**TASK PROMPT**
Images in the entries are to be skipped, and everything else is to be written out exactly.

**THE DATA**

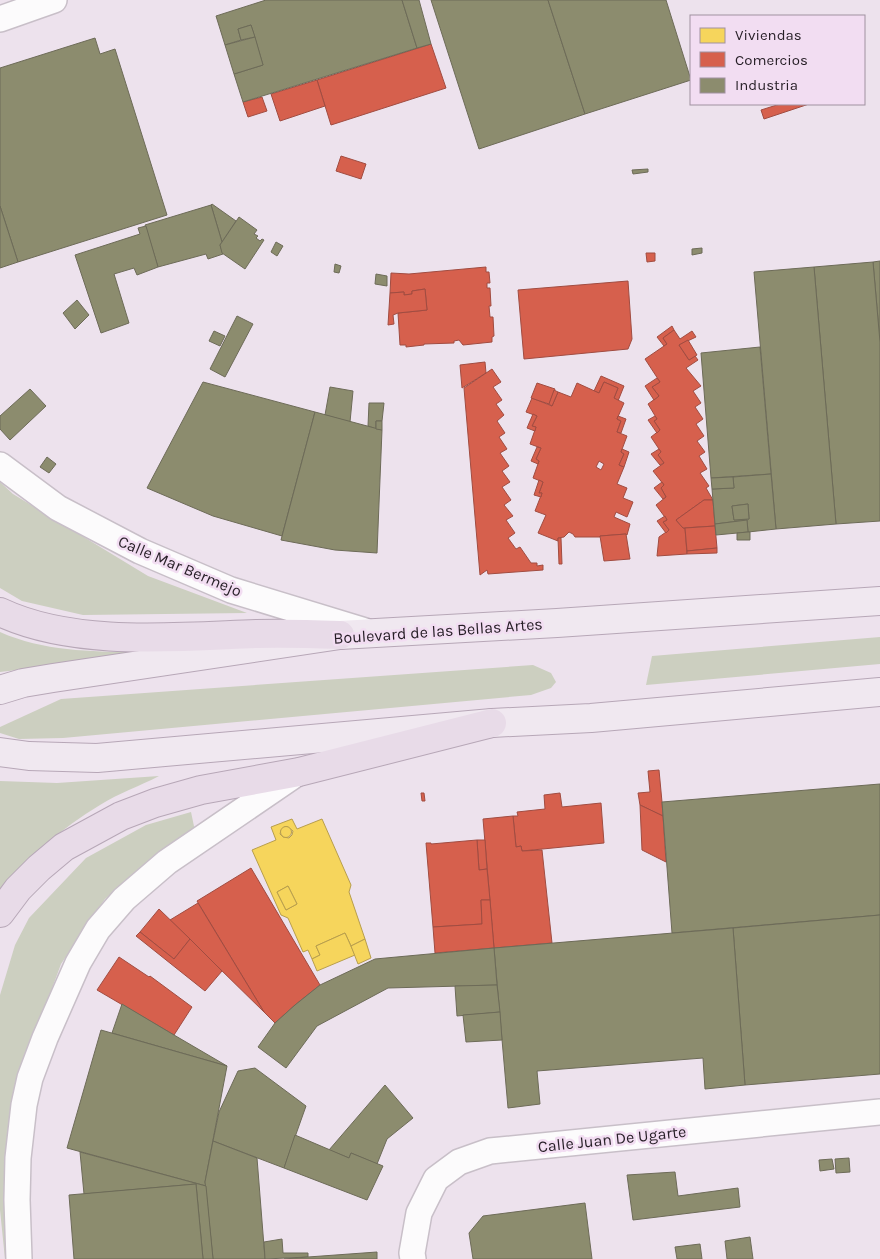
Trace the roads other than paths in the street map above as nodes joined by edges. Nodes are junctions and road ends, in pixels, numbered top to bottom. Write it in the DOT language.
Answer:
graph roads {
  1 [pos="54,0"];
  2 [pos="0,19"];
  3 [pos="0,465"];
  4 [pos="880,600"];
  5 [pos="0,612"];
  6 [pos="374,634"];
  7 [pos="340,636"];
  8 [pos="0,690"];
  9 [pos="880,692"];
  10 [pos="492,723"];
  11 [pos="0,752"];
  12 [pos="299,772"];
  13 [pos="0,913"];
  14 [pos="880,1112"];
  15 [pos="19,1259"];
  16 [pos="413,1259"];
  1 -- 2 [label="street"];
  3 -- 6 [label="street, Calle Mar Bermejo"];
  4 -- 6 [label="main road, Boulevard de las Bellas Artes"];
  5 -- 7 [label="highway"];
  6 -- 7 [label="main road, Boulevard de las Bellas Artes"];
  7 -- 8 [label="main road, Boulevard de las Bellas Artes"];
  9 -- 10 [label="main road"];
  10 -- 11 [label="main road"];
  10 -- 12 [label="highway"];
  12 -- 13 [label="highway"];
  12 -- 15 [label="street"];
  14 -- 16 [label="street, Calle Juan De Ugarte"];
}
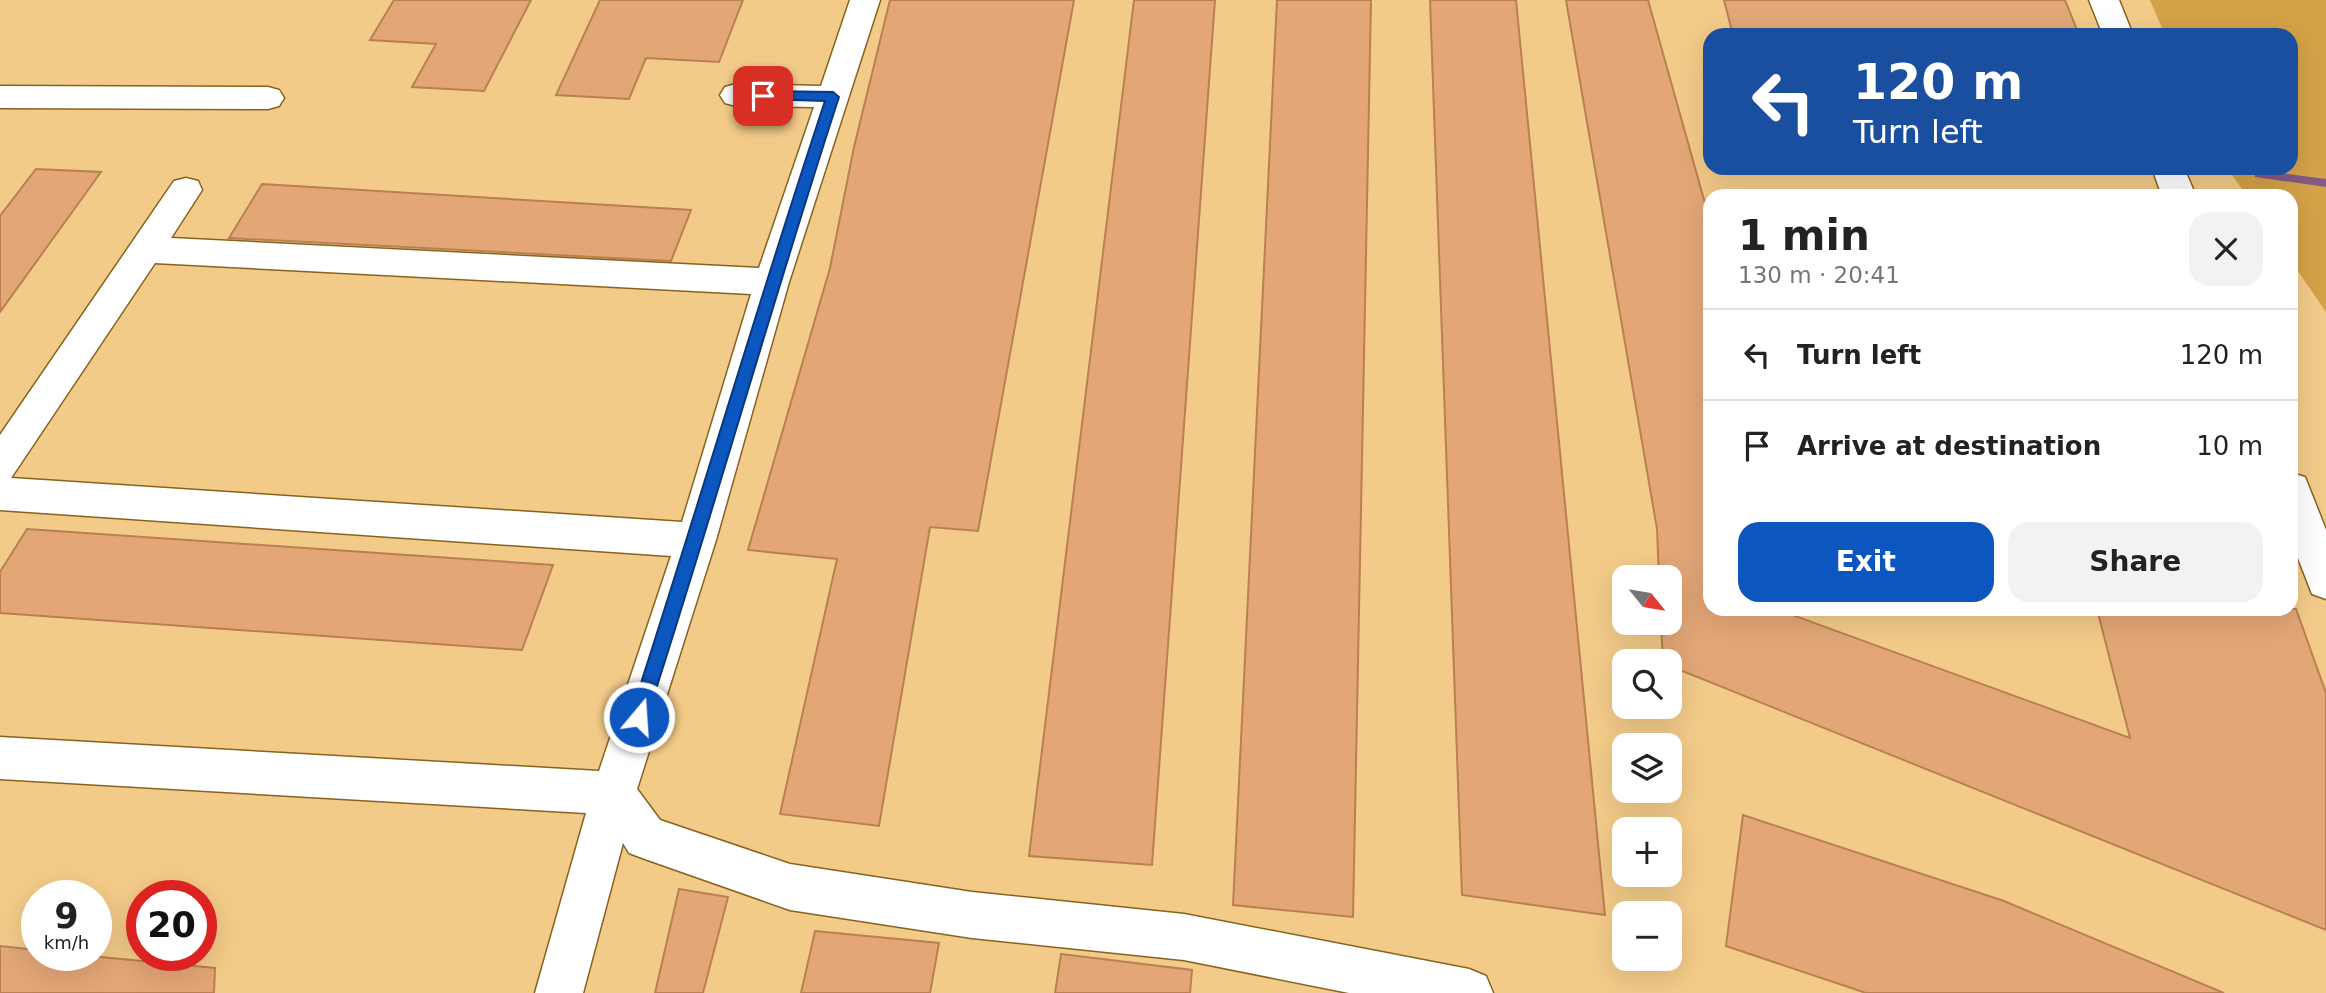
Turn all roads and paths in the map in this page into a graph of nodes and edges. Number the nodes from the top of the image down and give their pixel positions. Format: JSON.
{"nodes":[{"id":1,"x":865,"y":0,"type":"edge"},
{"id":2,"x":2104,"y":0,"type":"edge"},
{"id":3,"x":2115,"y":28,"type":"edge"},
{"id":4,"x":736,"y":95,"type":"dead end"},
{"id":5,"x":0,"y":97,"type":"edge"},
{"id":6,"x":833,"y":97,"type":"junction"},
{"id":7,"x":268,"y":98,"type":"dead end"},
{"id":8,"x":186,"y":190,"type":"dead end"},
{"id":9,"x":147,"y":250,"type":"junction"},
{"id":10,"x":772,"y":282,"type":"junction"},
{"id":11,"x":0,"y":466,"type":"edge"},
{"id":12,"x":0,"y":494,"type":"edge"},
{"id":13,"x":2298,"y":507,"type":"edge"},
{"id":14,"x":696,"y":540,"type":"junction"},
{"id":15,"x":2326,"y":581,"type":"edge"},
{"id":16,"x":0,"y":758,"type":"edge"},
{"id":17,"x":614,"y":793,"type":"junction"},
{"id":18,"x":559,"y":993,"type":"edge"},
{"id":19,"x":1469,"y":993,"type":"edge"}],
"edges":[{"from":1,"to":6,"type":"street"},
{"from":2,"to":3,"type":"street"},
{"from":4,"to":6,"type":"street"},
{"from":5,"to":7,"type":"street"},
{"from":6,"to":10,"type":"street"},
{"from":8,"to":9,"type":"street"},
{"from":9,"to":10,"type":"street"},
{"from":9,"to":11,"type":"street"},
{"from":10,"to":14,"type":"street"},
{"from":12,"to":14,"type":"street"},
{"from":13,"to":15,"type":"street"},
{"from":14,"to":17,"type":"street"},
{"from":16,"to":17,"type":"street"},
{"from":17,"to":18,"type":"street"},
{"from":17,"to":19,"type":"street"}]}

**SOLUTION FOR THIS EXERCISE**
Trace the roads other than paths in the street map above as nodes joined by edges. Nodes are junctions and road ends, in pixels, numbered top to bottom. Write it in the DOT language.
Answer:
graph roads {
  1 [pos="54,0"];
  2 [pos="0,19"];
  3 [pos="0,465"];
  4 [pos="880,600"];
  5 [pos="0,612"];
  6 [pos="374,634"];
  7 [pos="340,636"];
  8 [pos="0,690"];
  9 [pos="880,692"];
  10 [pos="492,723"];
  11 [pos="0,752"];
  12 [pos="299,772"];
  13 [pos="0,913"];
  14 [pos="880,1112"];
  15 [pos="19,1259"];
  16 [pos="413,1259"];
  1 -- 2 [label="street"];
  3 -- 6 [label="street, Calle Mar Bermejo"];
  4 -- 6 [label="main road, Boulevard de las Bellas Artes"];
  5 -- 7 [label="highway"];
  6 -- 7 [label="main road, Boulevard de las Bellas Artes"];
  7 -- 8 [label="main road, Boulevard de las Bellas Artes"];
  9 -- 10 [label="main road"];
  10 -- 11 [label="main road"];
  10 -- 12 [label="highway"];
  12 -- 13 [label="highway"];
  12 -- 15 [label="street"];
  14 -- 16 [label="street, Calle Juan De Ugarte"];
}
Turn all roads and paths in the map in this page into a graph of nodes and edges. Number the nodes from the top of the image down and give their pixel positions. Format: JSON.
{"nodes":[{"id":1,"x":865,"y":0,"type":"edge"},
{"id":2,"x":2104,"y":0,"type":"edge"},
{"id":3,"x":2115,"y":28,"type":"edge"},
{"id":4,"x":736,"y":95,"type":"dead end"},
{"id":5,"x":0,"y":97,"type":"edge"},
{"id":6,"x":833,"y":97,"type":"junction"},
{"id":7,"x":268,"y":98,"type":"dead end"},
{"id":8,"x":186,"y":190,"type":"dead end"},
{"id":9,"x":147,"y":250,"type":"junction"},
{"id":10,"x":772,"y":282,"type":"junction"},
{"id":11,"x":0,"y":466,"type":"edge"},
{"id":12,"x":0,"y":494,"type":"edge"},
{"id":13,"x":2298,"y":507,"type":"edge"},
{"id":14,"x":696,"y":540,"type":"junction"},
{"id":15,"x":2326,"y":581,"type":"edge"},
{"id":16,"x":0,"y":758,"type":"edge"},
{"id":17,"x":614,"y":793,"type":"junction"},
{"id":18,"x":559,"y":993,"type":"edge"},
{"id":19,"x":1469,"y":993,"type":"edge"}],
"edges":[{"from":1,"to":6,"type":"street"},
{"from":2,"to":3,"type":"street"},
{"from":4,"to":6,"type":"street"},
{"from":5,"to":7,"type":"street"},
{"from":6,"to":10,"type":"street"},
{"from":8,"to":9,"type":"street"},
{"from":9,"to":10,"type":"street"},
{"from":9,"to":11,"type":"street"},
{"from":10,"to":14,"type":"street"},
{"from":12,"to":14,"type":"street"},
{"from":13,"to":15,"type":"street"},
{"from":14,"to":17,"type":"street"},
{"from":16,"to":17,"type":"street"},
{"from":17,"to":18,"type":"street"},
{"from":17,"to":19,"type":"street"}]}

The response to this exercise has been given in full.